Exercise brief.
Please copy each line in the records below that contains the string "thumb".

Material provided.
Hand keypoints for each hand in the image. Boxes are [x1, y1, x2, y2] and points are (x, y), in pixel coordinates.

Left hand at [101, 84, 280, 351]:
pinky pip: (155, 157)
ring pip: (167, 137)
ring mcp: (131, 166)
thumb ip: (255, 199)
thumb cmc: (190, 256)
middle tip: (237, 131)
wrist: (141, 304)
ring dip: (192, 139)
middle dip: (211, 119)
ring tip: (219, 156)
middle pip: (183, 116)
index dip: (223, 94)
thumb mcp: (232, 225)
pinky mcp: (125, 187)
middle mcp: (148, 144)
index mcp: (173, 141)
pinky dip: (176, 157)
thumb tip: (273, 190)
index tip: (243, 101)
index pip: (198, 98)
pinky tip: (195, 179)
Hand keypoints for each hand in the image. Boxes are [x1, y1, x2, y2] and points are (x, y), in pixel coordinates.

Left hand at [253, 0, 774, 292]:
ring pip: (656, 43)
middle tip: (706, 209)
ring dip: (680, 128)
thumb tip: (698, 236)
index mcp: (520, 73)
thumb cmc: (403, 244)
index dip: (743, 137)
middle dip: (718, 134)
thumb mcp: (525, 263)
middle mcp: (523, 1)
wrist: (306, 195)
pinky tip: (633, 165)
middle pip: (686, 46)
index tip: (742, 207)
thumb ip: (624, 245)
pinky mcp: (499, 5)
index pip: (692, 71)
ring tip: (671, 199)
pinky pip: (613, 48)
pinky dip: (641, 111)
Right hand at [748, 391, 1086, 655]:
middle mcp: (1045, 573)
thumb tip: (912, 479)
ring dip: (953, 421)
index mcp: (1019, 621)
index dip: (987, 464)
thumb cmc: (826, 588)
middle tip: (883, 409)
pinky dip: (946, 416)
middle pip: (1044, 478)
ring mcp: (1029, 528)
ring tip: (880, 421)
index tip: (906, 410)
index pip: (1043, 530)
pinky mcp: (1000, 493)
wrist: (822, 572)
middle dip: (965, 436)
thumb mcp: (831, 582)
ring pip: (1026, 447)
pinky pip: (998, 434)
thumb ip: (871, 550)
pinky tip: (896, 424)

The answer.
thumb ip: (255, 199)
thumb cmc: (190, 256)
thumb mcp: (232, 225)
thumb tip: (273, 190)
thumb tip: (698, 236)
thumb cmc: (403, 244)
thumb mcp: (525, 263)
thumb ip: (624, 245)
thumb tip: (912, 479)
thumb cmc: (826, 588)
thumb mcp: (831, 582)
thumb ip: (871, 550)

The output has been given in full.